Lieu Paris et ciel gris. Il est difficile de regarder la France sans penser à l’Algérie. Et d’aller en Algérie sans traîner la France en lunettes et longues-vues. Sujet du jour ? Ce que une célèbre animatrice TV a résumé au chroniqueur avant-hier : «La banalisation silencieuse du cas algérien». Comprendre ce silence immense et consensuel dans les médias français après le 17 avril. Après nos élections uniques au monde, les plus singulières depuis l’élection de l’empereur romain Claude. Les médias français semblent s’être contentés d’un devoir de critique, sans la tradition de l’effet de loupe sur un pays du monde «arabe» où les dictatures tombent ou renaissent inexplicablement. On est venu, on a parlé puis on est parti et il n’y a rien à dire. En gros, l’Algérie n’est pas intéressante. Et c’est vrai du point de vue médiatique. Les vies politiques des pays, autant que leurs révolutions, ont des esthétiques et des attraits. La politique algérienne est d’une décevante obscurité et d’une routine qui n’attirent plus personne : le régime joue et y gagne toujours. Ce n’est pas un match, mais repassage de chemise froissée. Autant s’occuper de la Birmanie ou du Congo. Donc, l’Algérie, en France des médias, ne vend et n’intéresse pas. Grand coup de maître des nôtres qui ont réussi à banaliser la plus singulière élection au monde. Au point de la rendre invisible, «normale» comme diraient les Algériens, standard, admissible même. Des cercles d’Algériens, dans le pays ou en Europe, tentent tant bien que mal d’attirer l’attention sur ce qui s’y passe ou ne passe pas, rien n’y fait. Pour le moment. Et c’est une réussite du pouvoir chez nous : obtenir le deal de «je vous aide, vous regardez ailleurs».
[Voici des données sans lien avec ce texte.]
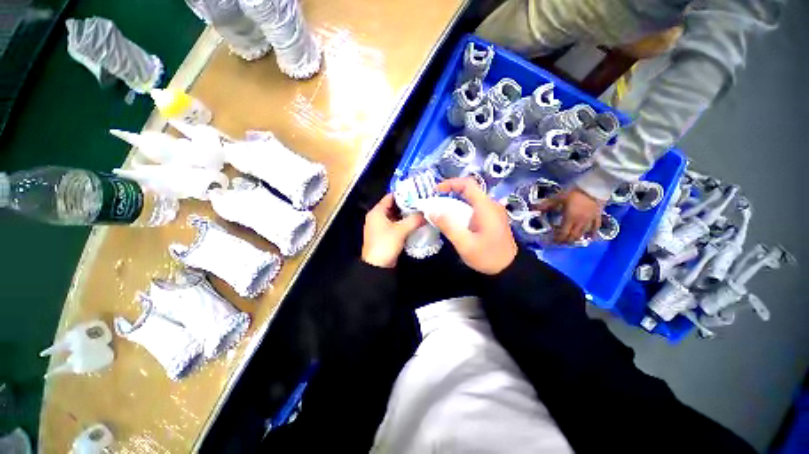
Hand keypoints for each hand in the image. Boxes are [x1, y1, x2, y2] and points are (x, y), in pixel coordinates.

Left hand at [362, 194, 425, 267]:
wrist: (377, 266)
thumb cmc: (386, 244)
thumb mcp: (401, 230)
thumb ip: (414, 220)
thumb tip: (426, 213)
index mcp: (377, 212)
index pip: (390, 197)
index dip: (403, 194)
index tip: (416, 192)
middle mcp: (377, 217)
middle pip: (393, 207)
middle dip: (407, 205)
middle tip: (421, 202)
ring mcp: (381, 227)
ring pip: (396, 217)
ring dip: (406, 215)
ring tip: (421, 211)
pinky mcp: (385, 235)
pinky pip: (396, 225)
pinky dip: (404, 224)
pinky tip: (415, 223)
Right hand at [431, 177, 517, 274]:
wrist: (509, 269)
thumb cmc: (488, 256)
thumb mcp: (465, 244)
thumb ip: (448, 227)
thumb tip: (432, 211)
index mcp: (486, 207)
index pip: (468, 184)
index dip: (450, 183)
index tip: (436, 191)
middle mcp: (491, 205)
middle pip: (469, 191)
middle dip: (450, 193)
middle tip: (435, 204)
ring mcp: (493, 212)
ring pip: (471, 200)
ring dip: (455, 203)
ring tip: (441, 213)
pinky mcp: (492, 219)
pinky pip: (474, 208)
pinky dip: (461, 210)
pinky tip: (454, 221)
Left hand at [536, 188, 604, 243]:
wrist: (595, 186)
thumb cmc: (575, 193)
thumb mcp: (558, 198)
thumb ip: (547, 204)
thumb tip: (534, 209)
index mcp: (569, 218)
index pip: (563, 233)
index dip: (558, 238)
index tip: (554, 241)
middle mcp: (580, 222)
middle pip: (573, 235)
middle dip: (566, 240)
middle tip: (561, 242)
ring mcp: (590, 220)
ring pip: (583, 233)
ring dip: (577, 238)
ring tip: (571, 241)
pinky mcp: (598, 216)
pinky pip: (596, 228)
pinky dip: (592, 234)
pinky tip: (590, 238)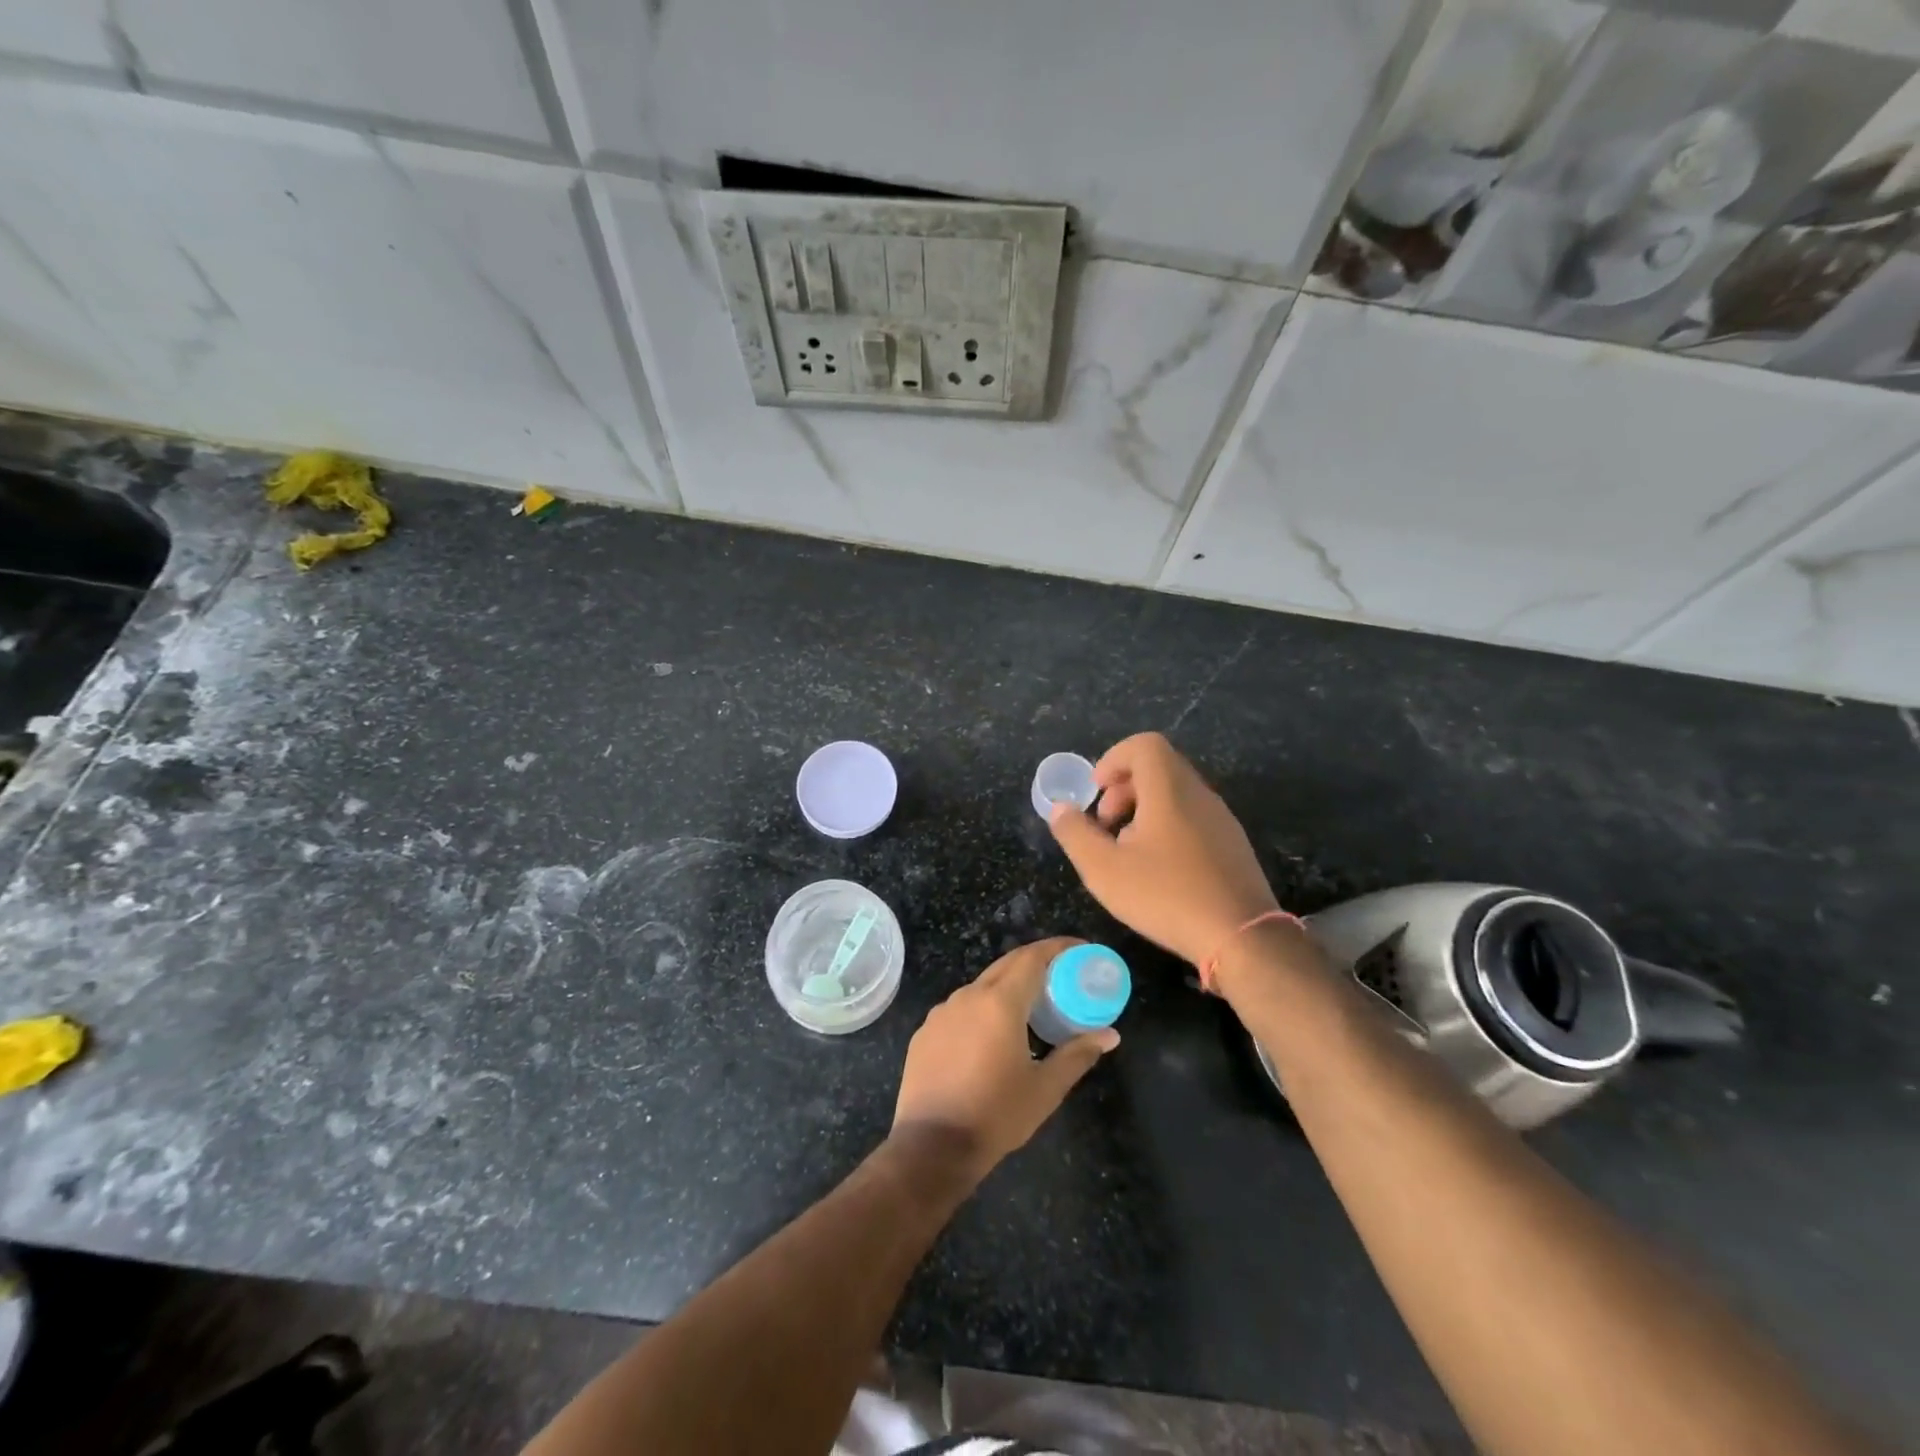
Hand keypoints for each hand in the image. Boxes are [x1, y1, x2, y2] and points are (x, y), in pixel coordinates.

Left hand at [892, 938, 1117, 1182]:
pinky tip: (991, 1036)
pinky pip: (960, 1008)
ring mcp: (942, 1012)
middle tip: (1061, 974)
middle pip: (1006, 965)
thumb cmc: (996, 1115)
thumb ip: (1077, 1055)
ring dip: (1007, 987)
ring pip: (981, 986)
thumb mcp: (1045, 1089)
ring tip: (1030, 1007)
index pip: (1032, 957)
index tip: (1080, 949)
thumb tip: (1110, 1035)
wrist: (932, 1146)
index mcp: (999, 1003)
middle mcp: (968, 996)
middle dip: (1035, 962)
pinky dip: (982, 1009)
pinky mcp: (926, 1031)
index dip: (1057, 948)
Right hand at [1048, 732, 1279, 966]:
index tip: (1096, 791)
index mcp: (1169, 790)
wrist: (1241, 937)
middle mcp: (1199, 795)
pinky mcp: (1232, 844)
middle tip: (1105, 826)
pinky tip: (1158, 871)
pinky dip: (1167, 828)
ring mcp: (1221, 819)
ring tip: (1127, 852)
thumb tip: (1060, 808)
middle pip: (1158, 768)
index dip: (1114, 759)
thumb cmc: (1166, 896)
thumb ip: (1075, 833)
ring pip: (1175, 795)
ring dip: (1143, 812)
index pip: (1144, 745)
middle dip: (1123, 789)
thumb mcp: (1104, 869)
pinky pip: (1193, 818)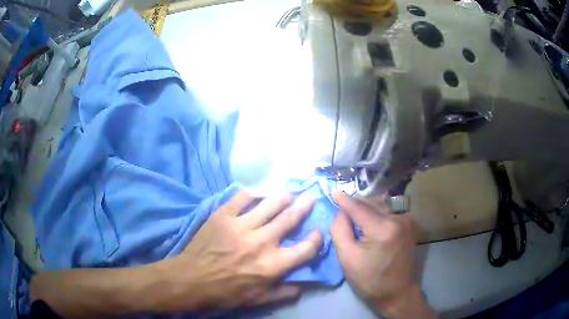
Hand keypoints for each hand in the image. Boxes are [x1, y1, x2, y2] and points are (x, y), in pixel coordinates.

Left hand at [162, 190, 322, 311]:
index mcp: (273, 265)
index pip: (306, 248)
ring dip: (283, 196)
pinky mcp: (223, 215)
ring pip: (270, 203)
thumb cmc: (226, 293)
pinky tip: (258, 193)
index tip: (317, 233)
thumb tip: (303, 285)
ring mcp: (241, 225)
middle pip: (290, 218)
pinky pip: (242, 197)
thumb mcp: (258, 300)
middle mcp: (261, 242)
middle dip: (304, 206)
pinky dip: (253, 193)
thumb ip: (284, 293)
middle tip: (310, 197)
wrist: (192, 279)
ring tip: (288, 193)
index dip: (317, 239)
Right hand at [330, 191, 435, 317]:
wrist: (398, 293)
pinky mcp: (409, 226)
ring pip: (381, 206)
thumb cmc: (370, 280)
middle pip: (371, 203)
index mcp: (383, 228)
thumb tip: (341, 212)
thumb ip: (340, 230)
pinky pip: (389, 212)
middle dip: (355, 205)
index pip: (359, 207)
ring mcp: (407, 221)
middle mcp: (398, 219)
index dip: (344, 199)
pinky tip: (370, 224)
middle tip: (342, 212)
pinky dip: (377, 214)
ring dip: (366, 209)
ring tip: (355, 218)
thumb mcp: (347, 259)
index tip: (333, 191)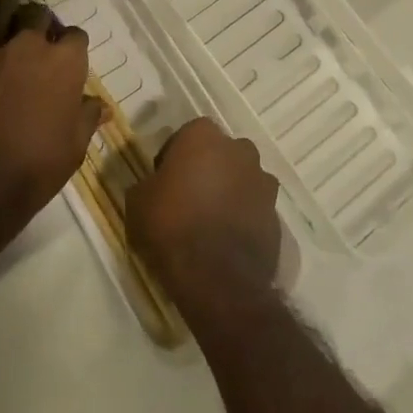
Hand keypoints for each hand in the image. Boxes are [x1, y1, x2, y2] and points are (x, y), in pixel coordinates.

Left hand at [0, 0, 104, 248]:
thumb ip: (86, 117)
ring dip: (9, 12)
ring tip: (8, 23)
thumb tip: (99, 105)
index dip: (72, 49)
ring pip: (2, 8)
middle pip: (39, 14)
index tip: (68, 65)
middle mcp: (29, 44)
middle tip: (38, 45)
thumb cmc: (35, 169)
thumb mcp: (74, 148)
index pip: (76, 37)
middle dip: (42, 25)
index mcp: (65, 63)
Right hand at [127, 118, 281, 313]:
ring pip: (241, 178)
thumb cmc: (171, 226)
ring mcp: (262, 181)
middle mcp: (239, 150)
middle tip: (188, 197)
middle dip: (207, 168)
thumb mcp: (137, 201)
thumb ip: (148, 183)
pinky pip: (254, 207)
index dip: (174, 156)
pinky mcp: (276, 214)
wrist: (216, 277)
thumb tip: (154, 185)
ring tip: (209, 220)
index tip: (164, 179)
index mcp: (203, 137)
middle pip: (220, 153)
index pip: (187, 135)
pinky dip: (243, 216)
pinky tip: (226, 239)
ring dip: (228, 191)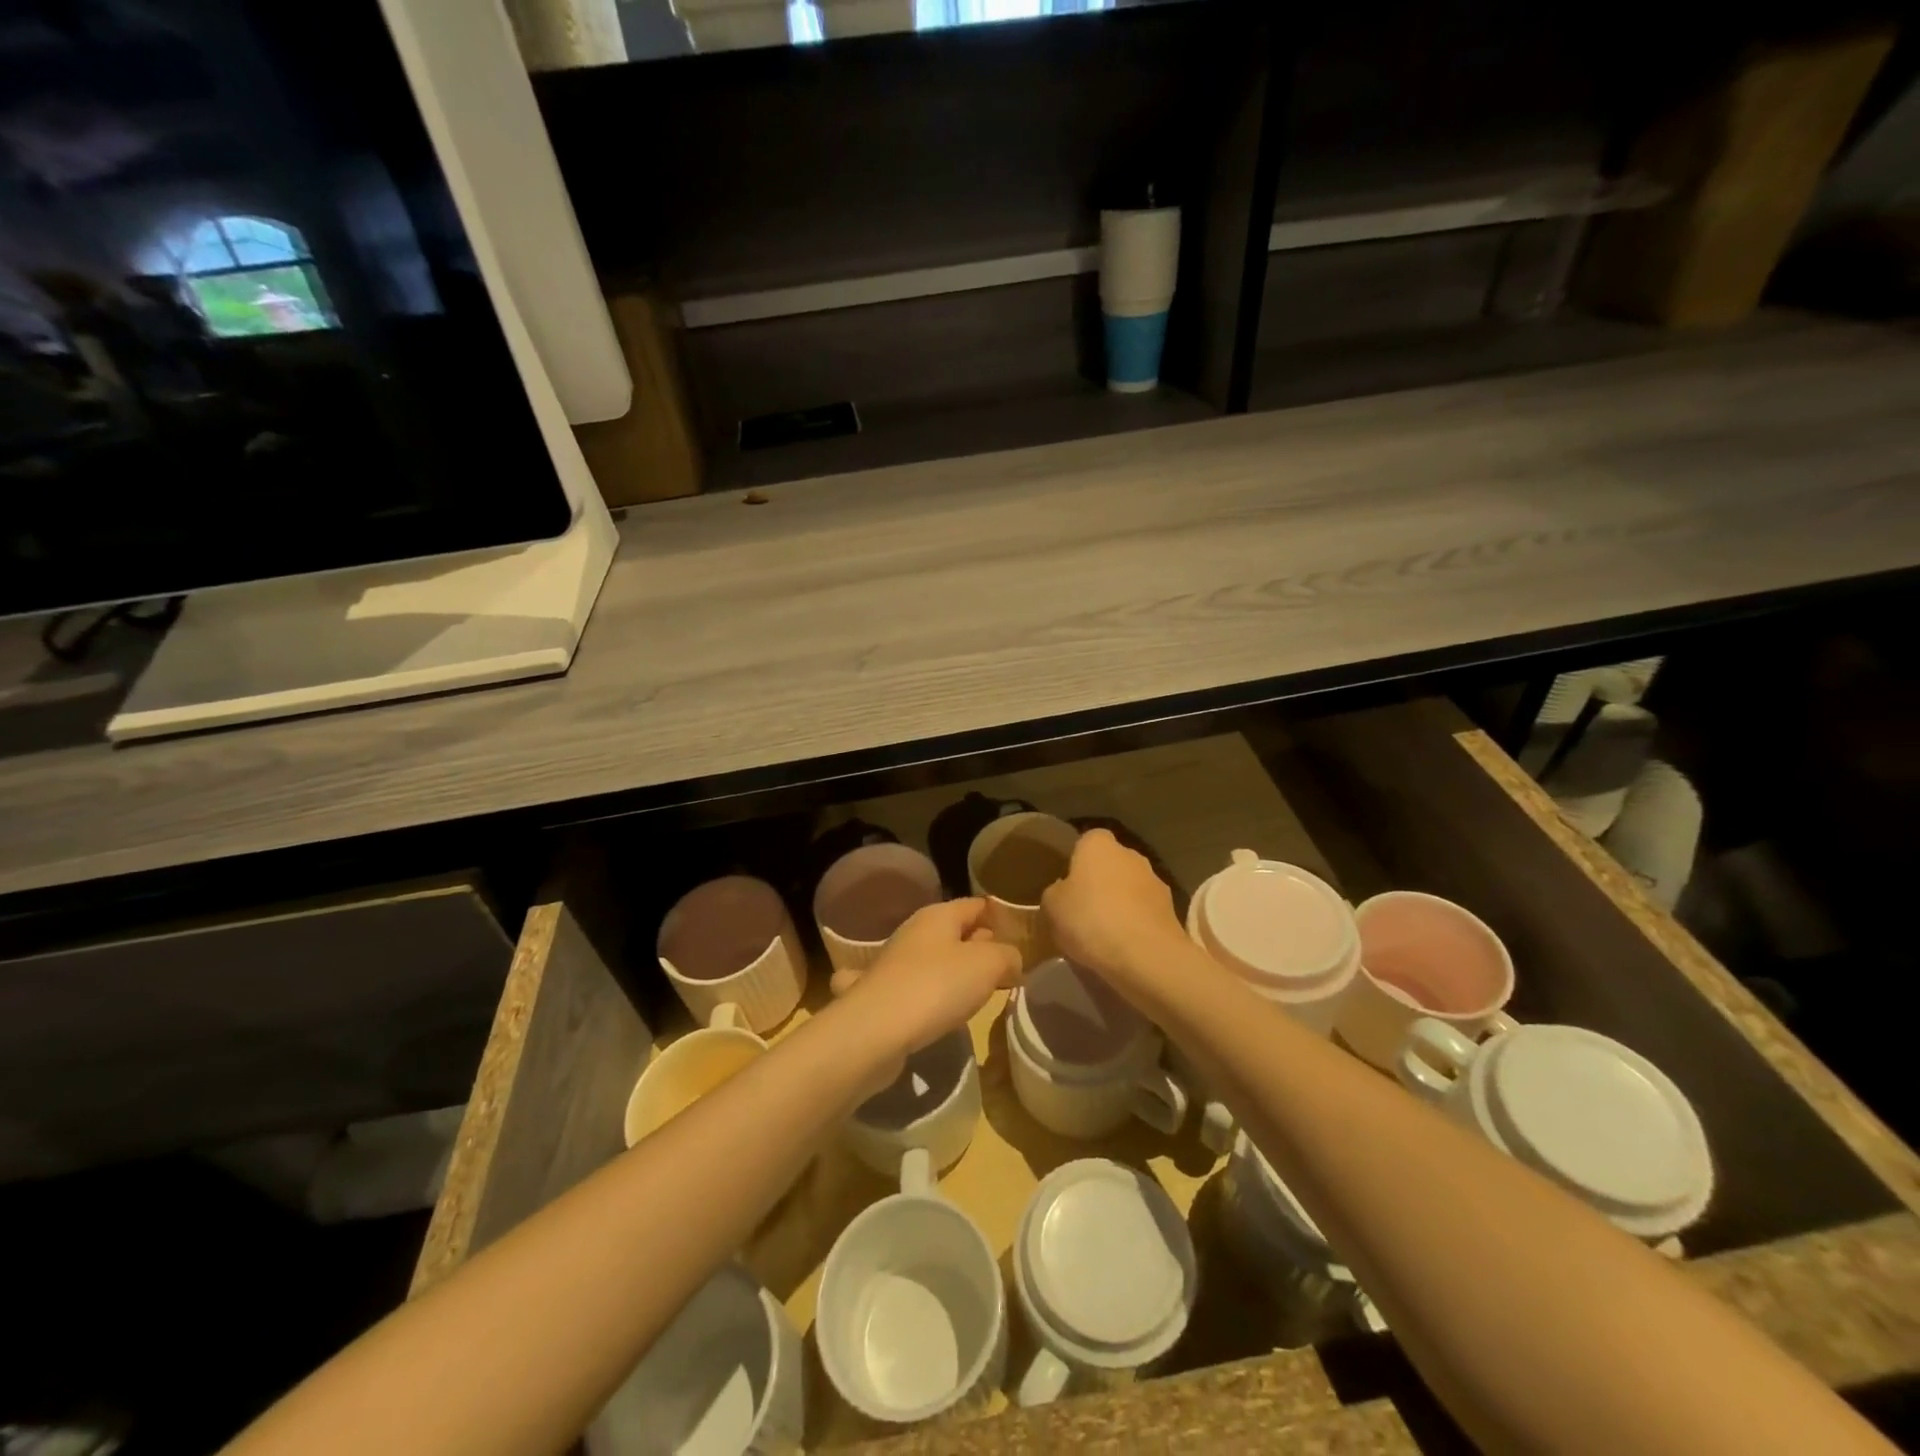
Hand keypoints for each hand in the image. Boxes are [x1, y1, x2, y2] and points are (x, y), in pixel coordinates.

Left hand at [826, 898, 1020, 1089]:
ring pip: (934, 960)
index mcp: (938, 915)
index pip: (975, 905)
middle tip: (1004, 970)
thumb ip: (1008, 956)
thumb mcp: (989, 965)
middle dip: (979, 947)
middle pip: (955, 932)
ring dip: (954, 973)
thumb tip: (1010, 961)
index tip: (1018, 937)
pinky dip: (929, 995)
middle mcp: (914, 933)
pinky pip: (915, 989)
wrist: (875, 1031)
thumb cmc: (936, 986)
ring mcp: (894, 965)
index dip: (998, 916)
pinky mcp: (883, 996)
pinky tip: (936, 1011)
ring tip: (977, 993)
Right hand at [1042, 828, 1186, 995]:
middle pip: (1111, 864)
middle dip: (1100, 882)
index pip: (1086, 841)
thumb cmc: (1089, 920)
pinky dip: (1137, 924)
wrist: (1145, 956)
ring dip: (1121, 903)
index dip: (1076, 862)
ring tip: (1104, 934)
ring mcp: (1155, 881)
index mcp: (1098, 845)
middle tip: (1083, 911)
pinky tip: (1125, 947)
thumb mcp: (1051, 907)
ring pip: (1131, 888)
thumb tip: (1064, 892)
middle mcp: (1131, 854)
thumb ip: (1056, 892)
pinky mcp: (1171, 910)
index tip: (1067, 886)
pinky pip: (1145, 912)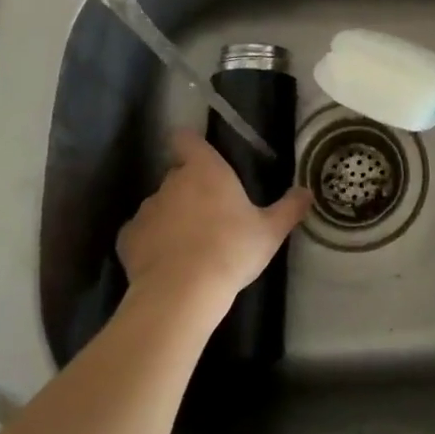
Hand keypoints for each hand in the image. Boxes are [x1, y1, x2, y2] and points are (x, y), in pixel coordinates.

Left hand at [117, 131, 309, 315]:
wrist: (182, 293)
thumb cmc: (231, 250)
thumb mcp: (270, 232)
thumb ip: (289, 208)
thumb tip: (307, 191)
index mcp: (205, 170)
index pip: (187, 139)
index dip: (191, 145)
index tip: (200, 157)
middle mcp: (172, 182)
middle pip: (177, 175)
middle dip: (190, 190)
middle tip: (210, 214)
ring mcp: (146, 209)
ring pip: (159, 205)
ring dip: (171, 217)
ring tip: (188, 244)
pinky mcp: (127, 239)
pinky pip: (140, 233)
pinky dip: (149, 243)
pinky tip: (164, 263)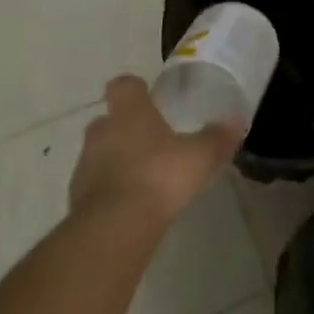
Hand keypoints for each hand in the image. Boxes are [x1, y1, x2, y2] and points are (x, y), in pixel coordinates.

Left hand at [69, 75, 241, 227]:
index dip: (135, 89)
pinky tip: (132, 206)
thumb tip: (235, 121)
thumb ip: (217, 138)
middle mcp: (102, 131)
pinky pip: (96, 186)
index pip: (123, 85)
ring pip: (100, 153)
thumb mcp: (200, 157)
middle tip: (151, 141)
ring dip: (116, 160)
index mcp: (129, 112)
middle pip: (108, 120)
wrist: (114, 228)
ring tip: (144, 178)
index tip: (147, 96)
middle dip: (125, 128)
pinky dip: (110, 190)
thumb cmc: (159, 177)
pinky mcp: (78, 198)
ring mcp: (85, 164)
Car, pour beaucoup d’Algériens, la position tiède et désintéressée des médias français, malgré le rush durant les élections, est l’expression d’une sourde et ténébreuse alliance d’intérêts aux plus hauts sommets.

Il y a complicité et la propension à croire l’occulte et à soupçonner le pire sert d’engrais à cette théorie du complot franco-algérien sur le dos des Algériens. L’Europe a besoin d’une Algérie stable, d’une sécurité de l’approvisionnement et a été refroidie par le «printemps arabe» et cherche de gros contrats et n’aime pas irriter un gros client. Ce genre d’explications est désormais du domaine public et les Algériens y croient fermement. Hollande aime Bouteflika et le soutient. Les deux roulent en deux roues, avait dessiné le HIC, le caricaturiste d’El Watan. Et leurs deux pays sont en panne et cherchent du sens et des explications.

Donc, vue de Paris, l’Algérie n’intéresse pas le marché éditorial. Sauf quand elle fait la guerre, veut la refaire ou s’en souvient à sa manière polémique. Autrement, rien. C’est soit la bataille d’Alger, soit rien à Alger.